Oleh: Faizunal A. Abdillah
Pemerhati lingkungan – Warga LDII Kabupaten Tangerang
Meneruskan jejak langkah kaki, lebih dalam dan jauh dalam menghadapi corona, ada sebuah cerita menarik yang bisa dijadikan jembatan pemahaman dalam menyikapi situasi sekarang. Harapannya bisa menghilangkan awan penghalang pengertian, sehingga padang pikirannya, ringan gerak langkahnya, seiring dan sejalan. Kisah ini sering disampaikan dengan tajuk; kabar angin menciptakan kelaparan. Kok bisa? Begini ceritanya.
Dulu, tepatnya pada musim panas 1946 desas-desus tentang kelaparan melanda sebuah provinsi di negara Amerika Latin. Pada hal tanaman tumbuh dengan baik, dan cuaca pun sempurna, hanya tinggal menunggu panen raya. Tetapi karena daya desas-desus itu 20.000 petani gurem meninggalkan sawah-ladangnya dan lari ke kota-kota. Karena perbuatan mereka panen gagal, ribuan orang meninggal dan isu kelaparan terbukti jadi nyata.
Pada kesempatan ini, kembali saya mengajak untuk mencermati diri dan sekitar kita. Apakah sudah menjalankan instruksi dari Pemeintah atau pihak berwenang dengan benar? Kalau sudah alhamdulillah, jika belum segeralah mengikutinya. Mengikuti instruksi bukan berarti takut. Mengisolasi dan menjaga jarak bukannya panik. Ini semua adalah ikhtiar, jihad dari diri kita masing-masing yang akan dipertanggungjawabkan nanti di sisi Allah. Imam Bukhari dalam Kitabul Fitan dan Imam Muslim meriwayatkan hadits yang bisa jadi pegangan kita semua dalam hal ini. Bunyinya;
وعن ابن عمر رضي الله عنهما قال : قال رسولُ اللهِ : « إذَا أنْزَلَ اللهُ تَعَالَى بِقَومٍ عَذَاباً ، أصَابَ العَذَابُ مَنْ كَانَ فِيهِمْ ، ثُمَّ بُعِثُوا عَلَى أَعْمَالِهِمْ » . متفق عليه
Ibnu Umar ra. mengatakan, Rasulullah SAW bersabda: “Jika Allah menurunkan adzab, maka adzab itu akan mengenai siapa saja yang berada di tengah-tengah mereka, lantas mereka dibangkitkan sesuai amalan mereka.”
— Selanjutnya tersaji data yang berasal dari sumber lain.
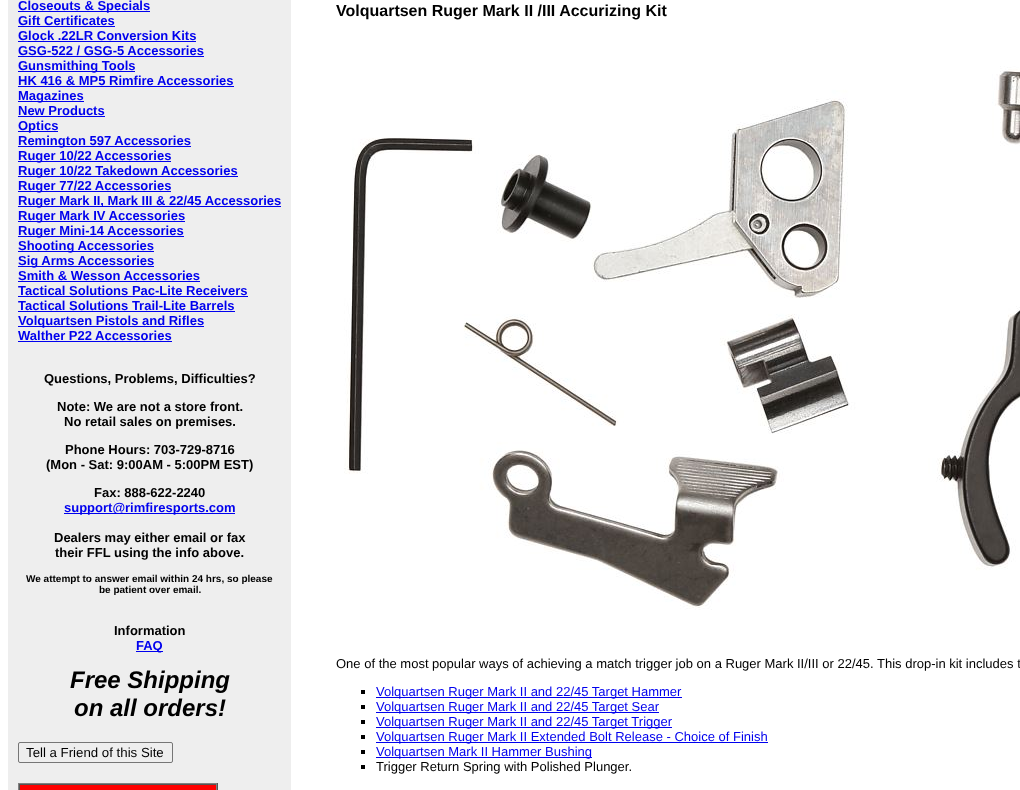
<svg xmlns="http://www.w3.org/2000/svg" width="1020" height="790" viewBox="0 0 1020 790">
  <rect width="100%" height="100%" fill="#fff"/>
  <path d="M8 0h283v790H8z" fill="#eee"/>
  <path d="M18 11h132v1H18z" fill="#00e"/>
  <path d="M18 26h97v1H18z" fill="#00e"/>
  <path d="M18 41h178v1H18z" fill="#00e"/>
  <path d="M18 56h186v1H18z" fill="#00e"/>
  <path d="M18 71h117v1H18z" fill="#00e"/>
  <path d="M18 86h216v1H18z" fill="#00e"/>
  <path d="M18 101h66v1H18z" fill="#00e"/>
  <path d="M18 116h87v1H18z" fill="#00e"/>
  <path d="M18 131h40v1H18z" fill="#00e"/>
  <path d="M18 146h173v1H18z" fill="#00e"/>
  <path d="M18 161h153v1H18z" fill="#00e"/>
  <path d="M18 176h220v1H18z" fill="#00e"/>
  <path d="M18 191h153v1H18z" fill="#00e"/>
  <path d="M18 206h263v1H18z" fill="#00e"/>
  <path d="M18 221h167v1H18z" fill="#00e"/>
  <path d="M18 236h166v1H18z" fill="#00e"/>
  <path d="M18 251h136v1H18z" fill="#00e"/>
  <path d="M18 266h136v1H18z" fill="#00e"/>
  <path d="M18 281h182v1H18z" fill="#00e"/>
  <path d="M18 296h230v1H18z" fill="#00e"/>
  <path d="M18 311h217v1H18z" fill="#00e"/>
  <path d="M18 326h186v1H18z" fill="#00e"/>
  <path d="M18 341h154v1H18z" fill="#00e"/>
  <path d="M64 513h171v1H64z" fill="#00e"/>
  <path d="M136 651h27v1H136z" fill="#00e"/>
  <rect x="18.5" y="742.5" width="154" height="20" rx="1.5" fill="none" stroke="#767676"/>
  <path d="M18 783h200v1H18z" fill="#808080"/>
  <path d="M217 783h1v7H217z" fill="#555"/>
  <path d="M18 783h1v7H18z" fill="#808080"/>
  <path d="M19 784h198v1H19z" fill="#555"/>
  <path d="M216 784h1v6H216z" fill="#808080"/>
  <path d="M19 784h1v6H19z" fill="#555"/>
  <path d="M20 785h196v5H20z" fill="#f00"/>
  <image x="344" y="66" width="676" height="544" href="img/1.png"/>
  <path d="M361 690h4v4H361z" fill="#000"/>
  <path d="M376 697h306v1H376z" fill="#00e"/>
  <path d="M361 705h4v4H361z" fill="#000"/>
  <path d="M376 712h283v1H376z" fill="#00e"/>
  <path d="M361 720h4v4H361z" fill="#000"/>
  <path d="M376 727h296v1H376z" fill="#00e"/>
  <path d="M361 735h4v4H361z" fill="#000"/>
  <path d="M376 742h392v1H376z" fill="#00e"/>
  <path d="M361 750h4v4H361z" fill="#000"/>
  <path d="M376 757h216v1H376z" fill="#00e"/>
  <path d="M361 765h4v4H361z" fill="#000"/>
  <g font-family="Liberation Sans" font-size="13" font-weight="bold" fill="#00e">
    <text x="18" y="10">Closeouts &amp; Specials</text>
    <text x="18" y="25">Gift Certificates</text>
    <text x="18" y="40">Glock .22LR Conversion Kits</text>
    <text x="18" y="55">GSG-522 / GSG-5 Accessories</text>
    <text x="18" y="70">Gunsmithing Tools</text>
    <text x="18" y="85">HK 416 &amp; MP5 Rimfire Accessories</text>
    <text x="18" y="100">Magazines</text>
    <text x="18" y="115">New Products</text>
    <text x="18" y="130">Optics</text>
    <text x="18" y="145">Remington 597 Accessories</text>
    <text x="18" y="160">Ruger 10/22 Accessories</text>
    <text x="18" y="175">Ruger 10/22 Takedown Accessories</text>
    <text x="18" y="190">Ruger 77/22 Accessories</text>
    <text x="18" y="205">Ruger Mark II, Mark III &amp; 22/45 Accessories</text>
    <text x="18" y="220">Ruger Mark IV Accessories</text>
    <text x="18" y="235">Ruger Mini-14 Accessories</text>
    <text x="18" y="250">Shooting Accessories</text>
    <text x="18" y="265">Sig Arms Accessories</text>
    <text x="18" y="280">Smith &amp; Wesson Accessories</text>
    <text x="18" y="295">Tactical Solutions Pac-Lite Receivers</text>
    <text x="18" y="310">Tactical Solutions Trail-Lite Barrels</text>
    <text x="18" y="325">Volquartsen Pistols and Rifles</text>
    <text x="18" y="340">Walther P22 Accessories</text>
  </g>
  <g font-family="Liberation Sans" font-size="13" font-weight="bold" fill="#000">
    <text x="44" y="383">Questions, Problems, Difficulties?</text>
    <text x="57" y="411">Note: We are not a store front.</text>
    <text x="64" y="426">No retail sales on premises.</text>
    <text x="65" y="454">Phone Hours: 703-729-8716</text>
    <text x="46" y="469">(Mon - Sat: 9:00AM - 5:00PM EST)</text>
    <text x="94" y="497">Fax: 888-622-2240</text>
  </g>
  <text x="64" y="512" font-family="Liberation Sans" font-size="13" font-weight="bold" fill="#00e">support@rimfiresports.com</text>
  <g font-family="Liberation Sans" font-size="13" font-weight="bold" fill="#000">
    <text x="54" y="542">Dealers may either email or fax</text>
    <text x="55" y="557">their FFL using the info above.</text>
  </g>
  <g font-family="Liberation Sans" font-size="10" font-weight="bold" fill="#000">
    <text x="26" y="582">We attempt to answer email within 24 hrs, so please</text>
    <text x="99" y="593">be patient over email.</text>
  </g>
  <text x="114" y="635" font-family="Liberation Sans" font-size="13" font-weight="bold" fill="#000">Information</text>
  <text x="136" y="650" font-family="Liberation Sans" font-size="13" font-weight="bold" fill="#00e">FAQ</text>
  <g font-family="Liberation Sans" font-size="24" font-weight="bold" font-style="italic" fill="#000">
    <text x="70" y="688">Free Shipping</text>
    <text x="74" y="716">on all orders!</text>
  </g>
  <text x="26" y="757" font-family="Liberation Sans" font-size="13.25" fill="#000">Tell a Friend of this Site</text>
  <text x="336" y="16" font-family="Liberation Sans" font-size="16" font-weight="bold" fill="#000">Volquartsen Ruger Mark II /III Accurizing Kit</text>
  <text x="336" y="668" font-family="Liberation Sans" font-size="13" fill="#000">One of the most popular ways of achieving a match trigger job on a Ruger Mark II/III or 22/45. This drop-in kit includes t</text>
  <g font-family="Liberation Sans" font-size="13" fill="#00e">
    <text x="376" y="696">Volquartsen Ruger Mark II and 22/45 Target Hammer</text>
    <text x="376" y="711">Volquartsen Ruger Mark II and 22/45 Target Sear</text>
    <text x="376" y="726">Volquartsen Ruger Mark II and 22/45 Target Trigger</text>
    <text x="376" y="741">Volquartsen Ruger Mark II Extended Bolt Release - Choice of Finish</text>
    <text x="376" y="756">Volquartsen Mark II Hammer Bushing</text>
  </g>
  <text x="376" y="771" font-family="Liberation Sans" font-size="13" fill="#000">Trigger Return Spring with Polished Plunger.</text>
</svg>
Hadits ini memberikan tuntunan untuk selalu berbuat baik dalam setiap keadaan. Usaha terbaik, usaha semaksimalnya. Karena perbuatan baik itulah yang akan menyelamatkan kita kelak. Walau, maaf, pada akhirnya kita jadi korban keadaan karena kondisi yang terus memburuk misalnya, tetapi niat dan amal baik kita menjadi pembeda. Dengan demikian dalil ini melengkapi hadits-hadits sebelumnya, kenapa tidak boleh lari dan kenapa tidak boleh mendekat.
Sangat disayangkan dalam hal ini jika masih ada jiwa-jiwa yang setengah-setengah dalam berusaha, atau malah ogah-ogahan bahkan tidak peduli sekalian. Firman Allah dalam Surat Al-Anfal ayat 25 rasanya perlu jadi menu berikutnya. Globalisasi semakin nyata memberikan pelajaran kepada kita bahwa apa yang terjadi di luar kita berdampak kepada kita. Dan sebalikanya apa yang kita perbuat, berakibat kepada sekitar juga. Allah berfirman;
وَاتَّقُوا فِتْنَةً لَا تُصِيبَنَّ الَّذِينَ ظَلَمُوا مِنْكُمْ خَاصَّةً وَاعْلَمُوا أَنَّ اللَّهَ شَدِيدُ الْعِقَابِ
Dan takutlah kalian dari fitnah/siksaan yang tidak khusus menimpa orang-orang yang zalim saja di antara kalian. Dan ketahuilah bahwa Allah amat keras siksaan-Nya.
Nah, pilihan terbaik dalam keadaan seperti ini adalah selalu taat, tetap tenang, tidak panik dan terus fokus pada diri sendiri untuk terus berbuat baik dan baik, walau mungkin sekitar banyak yang mengabaikan. Barangkali perbuatan baik kita bisa menginspirasi jiwa-jiwa lainnya. Jangan terpengaruh ikutan cuek dan menyepelekan. Karena dengan berbuat baik itu, artinya kita sudah siap apapun yang akan terjadi. JIka selamat dari wabah akan keluar sebagai pemenang, jika kena wabah pun tetap menang juga. Ayo terus berbudi luhur!